Making a personal connection with readers is the norm for magazines in the social media age, but Owl, Chickadee, and Chirp have encouraged a two-way dialogue with their audiences for decades.
Since 1976, countless Canadian kids have flipped through this trio of magazines, collectively aimed at the three-to-thirteen set, along the way learning to construct U.F.O.s out of pie plates and yogourt containers, and volcanoes out of vinegar and baking soda. They’ve also submitted thousands of jokes, questions, and drawings for which they receive, in return, a handwritten, personalized postcard—a practice the magazines have continued through the birth of E-mail and the impending end of home postal delivery.
Karen Sullivan-Cooke joined Owl and Chickadee’s reader-response department in 1983, eventually becoming its sole postcard writer, and continues writing and mailing notes to kids today. Her cards acknowledge children’s submissions without the disappointment of a form-letter-type rejection slip an adult reader might receive from a magazine such as this one. Decorated with cartoons of kids or outlines of characters to be coloured in, the postcards are thank-yous for jokes about chickens crossing roads, drawings of sailboats, and questions about jealousy among friends or difficulty with pets. (And since submissions are kept on file for a while, future publication is always a possibility.)
Sullivan-Cooke’s is a postcard-only position. Editors choose material for publication, leaving her responsible for replying to all letter mail, and varying her replies to avoid repetition—replying to contest entries and electronic submissions isn’t in the job description. She responds to scribbles by saying, “Thank you for such a colourful, cheery drawing,” keeping things vague when coming across a picture of an apple, in case it’s actually a tomato.
Sullivan-Cooke’s work has dwindled since the advent of E-mail. At her postcard-writing height, she would send more than a hundred notes per month. Now she’s lucky if she writes half that. “Parents write in to say the postcards are a nice touch in today’s age, where letter-writing is a dying art,” she says. “Kids don’t receive mail anymore, aside from the magazine.”

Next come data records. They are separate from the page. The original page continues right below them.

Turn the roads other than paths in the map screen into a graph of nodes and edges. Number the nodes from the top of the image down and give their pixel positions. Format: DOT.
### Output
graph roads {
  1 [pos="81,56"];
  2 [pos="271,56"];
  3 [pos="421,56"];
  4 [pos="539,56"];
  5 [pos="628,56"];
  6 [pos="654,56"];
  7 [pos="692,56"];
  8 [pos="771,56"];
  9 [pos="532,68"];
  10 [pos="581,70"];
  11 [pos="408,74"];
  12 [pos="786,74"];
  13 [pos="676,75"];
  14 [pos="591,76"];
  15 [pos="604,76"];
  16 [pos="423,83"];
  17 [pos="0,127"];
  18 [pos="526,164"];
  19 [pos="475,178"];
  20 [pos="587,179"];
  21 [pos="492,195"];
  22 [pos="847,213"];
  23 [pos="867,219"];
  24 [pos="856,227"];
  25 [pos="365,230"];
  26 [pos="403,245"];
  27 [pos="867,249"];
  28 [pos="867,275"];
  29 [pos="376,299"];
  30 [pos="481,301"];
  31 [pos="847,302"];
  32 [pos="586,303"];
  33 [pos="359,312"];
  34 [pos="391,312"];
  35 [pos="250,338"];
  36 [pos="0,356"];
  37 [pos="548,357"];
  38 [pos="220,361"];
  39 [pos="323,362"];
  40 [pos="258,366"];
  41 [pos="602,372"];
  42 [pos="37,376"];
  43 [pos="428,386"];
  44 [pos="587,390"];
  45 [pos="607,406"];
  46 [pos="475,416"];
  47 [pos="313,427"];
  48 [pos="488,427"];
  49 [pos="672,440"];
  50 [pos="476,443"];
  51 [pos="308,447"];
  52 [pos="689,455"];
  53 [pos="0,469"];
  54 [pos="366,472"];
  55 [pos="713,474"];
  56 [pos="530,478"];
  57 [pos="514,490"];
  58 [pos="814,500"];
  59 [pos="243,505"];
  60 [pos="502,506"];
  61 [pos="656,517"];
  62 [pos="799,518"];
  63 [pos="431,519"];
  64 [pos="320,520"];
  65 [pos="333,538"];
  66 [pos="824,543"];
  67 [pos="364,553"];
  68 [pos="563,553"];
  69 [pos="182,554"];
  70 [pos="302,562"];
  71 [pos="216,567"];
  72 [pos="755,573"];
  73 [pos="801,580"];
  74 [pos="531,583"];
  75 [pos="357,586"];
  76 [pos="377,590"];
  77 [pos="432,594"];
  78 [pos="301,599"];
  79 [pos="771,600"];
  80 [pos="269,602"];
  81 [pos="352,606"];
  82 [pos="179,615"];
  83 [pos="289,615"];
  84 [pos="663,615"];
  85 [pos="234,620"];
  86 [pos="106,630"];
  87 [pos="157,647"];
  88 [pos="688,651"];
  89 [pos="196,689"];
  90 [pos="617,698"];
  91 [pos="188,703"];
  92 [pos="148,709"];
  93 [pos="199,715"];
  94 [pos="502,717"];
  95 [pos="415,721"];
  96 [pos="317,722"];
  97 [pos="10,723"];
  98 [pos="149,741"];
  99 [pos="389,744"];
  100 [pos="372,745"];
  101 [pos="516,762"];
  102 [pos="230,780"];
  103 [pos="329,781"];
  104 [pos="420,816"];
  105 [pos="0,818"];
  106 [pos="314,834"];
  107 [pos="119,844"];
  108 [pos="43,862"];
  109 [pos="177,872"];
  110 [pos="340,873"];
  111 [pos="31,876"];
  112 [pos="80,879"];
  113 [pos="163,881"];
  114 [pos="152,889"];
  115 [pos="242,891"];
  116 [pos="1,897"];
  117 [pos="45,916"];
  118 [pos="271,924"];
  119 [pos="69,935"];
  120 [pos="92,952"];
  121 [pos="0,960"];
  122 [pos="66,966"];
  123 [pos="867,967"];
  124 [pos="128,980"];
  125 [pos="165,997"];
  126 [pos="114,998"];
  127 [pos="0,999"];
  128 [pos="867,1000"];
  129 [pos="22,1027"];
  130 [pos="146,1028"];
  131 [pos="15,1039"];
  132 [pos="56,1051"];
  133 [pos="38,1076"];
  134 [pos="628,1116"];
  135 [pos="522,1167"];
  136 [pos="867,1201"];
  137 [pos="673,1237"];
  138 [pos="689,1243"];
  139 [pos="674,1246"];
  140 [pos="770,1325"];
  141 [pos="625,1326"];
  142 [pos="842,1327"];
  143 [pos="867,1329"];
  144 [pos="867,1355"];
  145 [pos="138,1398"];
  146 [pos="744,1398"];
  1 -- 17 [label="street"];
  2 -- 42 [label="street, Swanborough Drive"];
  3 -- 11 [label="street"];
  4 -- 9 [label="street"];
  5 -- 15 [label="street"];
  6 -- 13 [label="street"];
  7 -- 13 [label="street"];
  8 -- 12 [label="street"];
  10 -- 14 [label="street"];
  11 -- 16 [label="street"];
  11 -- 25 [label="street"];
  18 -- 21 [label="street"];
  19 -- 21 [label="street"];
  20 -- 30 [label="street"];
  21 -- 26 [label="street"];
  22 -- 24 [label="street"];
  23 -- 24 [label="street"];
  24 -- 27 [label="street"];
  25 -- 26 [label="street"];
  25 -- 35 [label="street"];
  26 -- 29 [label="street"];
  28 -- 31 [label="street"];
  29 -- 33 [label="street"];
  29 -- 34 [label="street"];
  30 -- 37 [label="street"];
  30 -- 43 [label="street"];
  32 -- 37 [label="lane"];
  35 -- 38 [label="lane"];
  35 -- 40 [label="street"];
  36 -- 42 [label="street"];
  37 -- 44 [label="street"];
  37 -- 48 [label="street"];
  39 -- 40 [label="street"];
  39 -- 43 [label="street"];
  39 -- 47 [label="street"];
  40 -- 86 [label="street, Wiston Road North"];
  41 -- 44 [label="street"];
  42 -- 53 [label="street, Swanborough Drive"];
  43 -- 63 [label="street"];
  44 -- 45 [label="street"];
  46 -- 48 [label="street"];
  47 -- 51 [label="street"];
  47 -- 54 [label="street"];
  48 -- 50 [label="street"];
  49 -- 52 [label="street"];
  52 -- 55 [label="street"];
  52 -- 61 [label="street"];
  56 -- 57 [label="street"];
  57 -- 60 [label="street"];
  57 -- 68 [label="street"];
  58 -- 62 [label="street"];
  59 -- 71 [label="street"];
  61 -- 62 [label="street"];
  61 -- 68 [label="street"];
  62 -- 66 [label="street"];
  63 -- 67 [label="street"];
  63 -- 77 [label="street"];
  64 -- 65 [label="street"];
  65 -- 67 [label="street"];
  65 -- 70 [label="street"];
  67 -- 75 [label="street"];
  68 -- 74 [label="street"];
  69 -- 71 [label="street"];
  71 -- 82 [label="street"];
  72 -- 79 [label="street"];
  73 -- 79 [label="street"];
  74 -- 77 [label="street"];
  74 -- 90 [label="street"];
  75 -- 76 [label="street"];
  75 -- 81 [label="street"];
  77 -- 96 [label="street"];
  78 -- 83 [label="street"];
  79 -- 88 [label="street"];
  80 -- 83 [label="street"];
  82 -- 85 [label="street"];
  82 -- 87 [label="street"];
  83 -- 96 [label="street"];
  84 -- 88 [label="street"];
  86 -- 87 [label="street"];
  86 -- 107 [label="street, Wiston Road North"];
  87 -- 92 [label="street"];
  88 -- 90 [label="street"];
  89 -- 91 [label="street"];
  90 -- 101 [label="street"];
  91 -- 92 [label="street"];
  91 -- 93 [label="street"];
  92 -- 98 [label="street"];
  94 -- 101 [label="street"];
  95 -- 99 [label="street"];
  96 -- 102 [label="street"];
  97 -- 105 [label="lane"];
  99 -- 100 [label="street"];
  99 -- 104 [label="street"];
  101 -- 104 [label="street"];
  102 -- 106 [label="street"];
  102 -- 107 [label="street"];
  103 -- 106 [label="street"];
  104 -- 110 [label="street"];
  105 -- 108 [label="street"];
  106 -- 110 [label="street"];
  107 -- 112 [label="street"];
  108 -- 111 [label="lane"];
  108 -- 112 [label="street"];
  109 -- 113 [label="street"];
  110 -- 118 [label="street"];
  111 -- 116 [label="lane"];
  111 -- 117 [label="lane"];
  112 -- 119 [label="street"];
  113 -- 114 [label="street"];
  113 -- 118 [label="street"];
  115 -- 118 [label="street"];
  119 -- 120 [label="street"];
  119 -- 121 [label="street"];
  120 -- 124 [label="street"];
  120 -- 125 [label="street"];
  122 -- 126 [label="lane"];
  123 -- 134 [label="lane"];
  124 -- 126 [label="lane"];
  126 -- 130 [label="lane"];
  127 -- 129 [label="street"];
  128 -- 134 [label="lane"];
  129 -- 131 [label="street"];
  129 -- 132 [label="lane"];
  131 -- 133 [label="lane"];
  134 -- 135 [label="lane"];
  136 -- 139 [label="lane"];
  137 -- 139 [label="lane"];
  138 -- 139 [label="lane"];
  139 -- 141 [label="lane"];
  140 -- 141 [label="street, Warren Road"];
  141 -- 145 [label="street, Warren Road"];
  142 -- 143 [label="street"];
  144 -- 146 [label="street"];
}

I sent work to Owl and Chickadee as a child, and still have nine postcard replies dated between 1984 and 1989, plus a silver certificate of congratulations offering a “hurrah” for my first publication—a drawing of a girl in a raincoat holding an umbrella that appeared in the April, 1985, issue of Chickadee. Sullivan-Cooke wrote two of the postcards. Seeing them all these years later surprises her, not because of the primary colours and retro design, but because of the postcard’s content. “Jeez, I didn’t write very much back then!” she says. “I could have said some more things here. That’s when I was just starting out.”
Sullivan-Cooke calls herself a “children’s correspondent,” but I call her “the postcard lady,” a title she warms up to. “I enjoy it so much. I’ll probably be doing this until I die,” she tells me. “But I’ll keep you in mind to pass on the job to, so you can be the next postcard lady.”